INPUT DATA:
********

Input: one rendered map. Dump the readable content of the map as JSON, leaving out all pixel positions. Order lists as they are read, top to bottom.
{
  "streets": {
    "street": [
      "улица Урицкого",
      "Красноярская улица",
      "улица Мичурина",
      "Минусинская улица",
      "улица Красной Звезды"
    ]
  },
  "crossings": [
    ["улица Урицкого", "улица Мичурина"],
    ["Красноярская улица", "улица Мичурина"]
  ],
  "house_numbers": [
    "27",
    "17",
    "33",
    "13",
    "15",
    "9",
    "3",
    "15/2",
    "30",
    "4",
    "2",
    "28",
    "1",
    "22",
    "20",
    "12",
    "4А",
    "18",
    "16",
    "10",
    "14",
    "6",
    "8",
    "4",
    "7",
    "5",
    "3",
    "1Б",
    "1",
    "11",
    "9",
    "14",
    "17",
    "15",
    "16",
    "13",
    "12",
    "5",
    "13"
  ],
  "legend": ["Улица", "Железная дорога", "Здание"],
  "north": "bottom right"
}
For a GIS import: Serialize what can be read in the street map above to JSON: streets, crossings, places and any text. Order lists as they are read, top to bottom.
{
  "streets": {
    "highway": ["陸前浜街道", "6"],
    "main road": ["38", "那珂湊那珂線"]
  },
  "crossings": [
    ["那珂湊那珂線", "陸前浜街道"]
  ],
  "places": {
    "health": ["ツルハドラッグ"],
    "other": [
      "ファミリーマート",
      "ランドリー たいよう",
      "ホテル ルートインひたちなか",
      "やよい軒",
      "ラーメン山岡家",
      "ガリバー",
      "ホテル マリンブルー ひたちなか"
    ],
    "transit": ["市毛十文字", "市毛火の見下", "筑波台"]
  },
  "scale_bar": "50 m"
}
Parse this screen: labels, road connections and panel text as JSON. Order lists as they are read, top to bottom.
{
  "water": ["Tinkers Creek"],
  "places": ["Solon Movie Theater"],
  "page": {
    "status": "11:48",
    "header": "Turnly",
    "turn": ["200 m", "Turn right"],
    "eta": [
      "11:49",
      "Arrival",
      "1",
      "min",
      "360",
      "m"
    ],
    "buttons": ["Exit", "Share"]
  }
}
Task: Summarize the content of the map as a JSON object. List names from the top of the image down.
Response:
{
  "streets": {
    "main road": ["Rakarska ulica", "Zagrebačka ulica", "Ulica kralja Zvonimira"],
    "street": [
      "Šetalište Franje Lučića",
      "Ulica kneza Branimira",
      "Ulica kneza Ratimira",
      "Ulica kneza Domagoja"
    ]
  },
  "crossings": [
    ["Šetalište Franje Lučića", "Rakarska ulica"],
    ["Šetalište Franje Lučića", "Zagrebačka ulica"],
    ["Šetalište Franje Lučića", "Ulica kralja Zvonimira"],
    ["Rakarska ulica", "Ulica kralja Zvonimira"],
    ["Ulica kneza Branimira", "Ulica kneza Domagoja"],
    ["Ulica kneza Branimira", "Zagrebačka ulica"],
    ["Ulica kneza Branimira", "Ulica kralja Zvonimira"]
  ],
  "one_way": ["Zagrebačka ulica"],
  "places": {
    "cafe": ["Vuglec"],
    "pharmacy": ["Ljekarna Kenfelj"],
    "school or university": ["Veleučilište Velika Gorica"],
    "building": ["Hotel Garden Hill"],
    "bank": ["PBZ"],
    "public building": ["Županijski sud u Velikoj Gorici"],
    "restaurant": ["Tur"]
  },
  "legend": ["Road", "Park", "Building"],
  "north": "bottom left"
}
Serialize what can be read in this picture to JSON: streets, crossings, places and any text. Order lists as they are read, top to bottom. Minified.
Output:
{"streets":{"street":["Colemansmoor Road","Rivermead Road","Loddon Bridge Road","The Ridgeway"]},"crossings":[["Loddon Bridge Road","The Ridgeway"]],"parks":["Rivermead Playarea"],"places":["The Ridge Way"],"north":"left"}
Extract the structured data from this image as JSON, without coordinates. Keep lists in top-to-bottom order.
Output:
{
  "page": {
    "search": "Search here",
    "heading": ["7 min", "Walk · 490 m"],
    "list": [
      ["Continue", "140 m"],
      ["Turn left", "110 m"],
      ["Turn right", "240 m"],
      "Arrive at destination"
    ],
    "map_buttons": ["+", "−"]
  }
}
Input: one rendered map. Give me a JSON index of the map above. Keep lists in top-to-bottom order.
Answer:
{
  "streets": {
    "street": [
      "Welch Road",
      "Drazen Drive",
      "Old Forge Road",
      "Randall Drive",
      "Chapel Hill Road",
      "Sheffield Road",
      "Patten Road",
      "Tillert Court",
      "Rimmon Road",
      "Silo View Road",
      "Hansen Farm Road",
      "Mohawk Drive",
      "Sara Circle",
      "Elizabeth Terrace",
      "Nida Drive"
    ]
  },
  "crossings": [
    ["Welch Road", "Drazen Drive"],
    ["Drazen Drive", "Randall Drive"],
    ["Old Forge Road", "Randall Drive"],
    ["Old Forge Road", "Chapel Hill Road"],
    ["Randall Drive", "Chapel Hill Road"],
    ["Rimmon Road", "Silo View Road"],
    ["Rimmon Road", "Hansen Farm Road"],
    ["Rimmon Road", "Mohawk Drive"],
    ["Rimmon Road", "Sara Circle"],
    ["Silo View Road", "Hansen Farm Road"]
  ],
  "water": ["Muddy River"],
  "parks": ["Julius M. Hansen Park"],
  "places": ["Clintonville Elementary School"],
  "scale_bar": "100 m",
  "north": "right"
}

********

EXERCISE GOAL:
Restate every line of the data above exactly as it was written.

WRITTEN SOLUTION:
Input: one rendered map. Dump the readable content of the map as JSON, leaving out all pixel positions. Order lists as they are read, top to bottom.
{
  "streets": {
    "street": [
      "улица Урицкого",
      "Красноярская улица",
      "улица Мичурина",
      "Минусинская улица",
      "улица Красной Звезды"
    ]
  },
  "crossings": [
    ["улица Урицкого", "улица Мичурина"],
    ["Красноярская улица", "улица Мичурина"]
  ],
  "house_numbers": [
    "27",
    "17",
    "33",
    "13",
    "15",
    "9",
    "3",
    "15/2",
    "30",
    "4",
    "2",
    "28",
    "1",
    "22",
    "20",
    "12",
    "4А",
    "18",
    "16",
    "10",
    "14",
    "6",
    "8",
    "4",
    "7",
    "5",
    "3",
    "1Б",
    "1",
    "11",
    "9",
    "14",
    "17",
    "15",
    "16",
    "13",
    "12",
    "5",
    "13"
  ],
  "legend": ["Улица", "Железная дорога", "Здание"],
  "north": "bottom right"
}
For a GIS import: Serialize what can be read in the street map above to JSON: streets, crossings, places and any text. Order lists as they are read, top to bottom.
{
  "streets": {
    "highway": ["陸前浜街道", "6"],
    "main road": ["38", "那珂湊那珂線"]
  },
  "crossings": [
    ["那珂湊那珂線", "陸前浜街道"]
  ],
  "places": {
    "health": ["ツルハドラッグ"],
    "other": [
      "ファミリーマート",
      "ランドリー たいよう",
      "ホテル ルートインひたちなか",
      "やよい軒",
      "ラーメン山岡家",
      "ガリバー",
      "ホテル マリンブルー ひたちなか"
    ],
    "transit": ["市毛十文字", "市毛火の見下", "筑波台"]
  },
  "scale_bar": "50 m"
}
Parse this screen: labels, road connections and panel text as JSON. Order lists as they are read, top to bottom.
{
  "water": ["Tinkers Creek"],
  "places": ["Solon Movie Theater"],
  "page": {
    "status": "11:48",
    "header": "Turnly",
    "turn": ["200 m", "Turn right"],
    "eta": [
      "11:49",
      "Arrival",
      "1",
      "min",
      "360",
      "m"
    ],
    "buttons": ["Exit", "Share"]
  }
}
Task: Summarize the content of the map as a JSON object. List names from the top of the image down.
Response:
{
  "streets": {
    "main road": ["Rakarska ulica", "Zagrebačka ulica", "Ulica kralja Zvonimira"],
    "street": [
      "Šetalište Franje Lučića",
      "Ulica kneza Branimira",
      "Ulica kneza Ratimira",
      "Ulica kneza Domagoja"
    ]
  },
  "crossings": [
    ["Šetalište Franje Lučića", "Rakarska ulica"],
    ["Šetalište Franje Lučića", "Zagrebačka ulica"],
    ["Šetalište Franje Lučića", "Ulica kralja Zvonimira"],
    ["Rakarska ulica", "Ulica kralja Zvonimira"],
    ["Ulica kneza Branimira", "Ulica kneza Domagoja"],
    ["Ulica kneza Branimira", "Zagrebačka ulica"],
    ["Ulica kneza Branimira", "Ulica kralja Zvonimira"]
  ],
  "one_way": ["Zagrebačka ulica"],
  "places": {
    "cafe": ["Vuglec"],
    "pharmacy": ["Ljekarna Kenfelj"],
    "school or university": ["Veleučilište Velika Gorica"],
    "building": ["Hotel Garden Hill"],
    "bank": ["PBZ"],
    "public building": ["Županijski sud u Velikoj Gorici"],
    "restaurant": ["Tur"]
  },
  "legend": ["Road", "Park", "Building"],
  "north": "bottom left"
}
Serialize what can be read in this picture to JSON: streets, crossings, places and any text. Order lists as they are read, top to bottom. Minified.
Output:
{"streets":{"street":["Colemansmoor Road","Rivermead Road","Loddon Bridge Road","The Ridgeway"]},"crossings":[["Loddon Bridge Road","The Ridgeway"]],"parks":["Rivermead Playarea"],"places":["The Ridge Way"],"north":"left"}
Extract the structured data from this image as JSON, without coordinates. Keep lists in top-to-bottom order.
Output:
{
  "page": {
    "search": "Search here",
    "heading": ["7 min", "Walk · 490 m"],
    "list": [
      ["Continue", "140 m"],
      ["Turn left", "110 m"],
      ["Turn right", "240 m"],
      "Arrive at destination"
    ],
    "map_buttons": ["+", "−"]
  }
}
Input: one rendered map. Give me a JSON index of the map above. Keep lists in top-to-bottom order.
Answer:
{
  "streets": {
    "street": [
      "Welch Road",
      "Drazen Drive",
      "Old Forge Road",
      "Randall Drive",
      "Chapel Hill Road",
      "Sheffield Road",
      "Patten Road",
      "Tillert Court",
      "Rimmon Road",
      "Silo View Road",
      "Hansen Farm Road",
      "Mohawk Drive",
      "Sara Circle",
      "Elizabeth Terrace",
      "Nida Drive"
    ]
  },
  "crossings": [
    ["Welch Road", "Drazen Drive"],
    ["Drazen Drive", "Randall Drive"],
    ["Old Forge Road", "Randall Drive"],
    ["Old Forge Road", "Chapel Hill Road"],
    ["Randall Drive", "Chapel Hill Road"],
    ["Rimmon Road", "Silo View Road"],
    ["Rimmon Road", "Hansen Farm Road"],
    ["Rimmon Road", "Mohawk Drive"],
    ["Rimmon Road", "Sara Circle"],
    ["Silo View Road", "Hansen Farm Road"]
  ],
  "water": ["Muddy River"],
  "parks": ["Julius M. Hansen Park"],
  "places": ["Clintonville Elementary School"],
  "scale_bar": "100 m",
  "north": "right"
}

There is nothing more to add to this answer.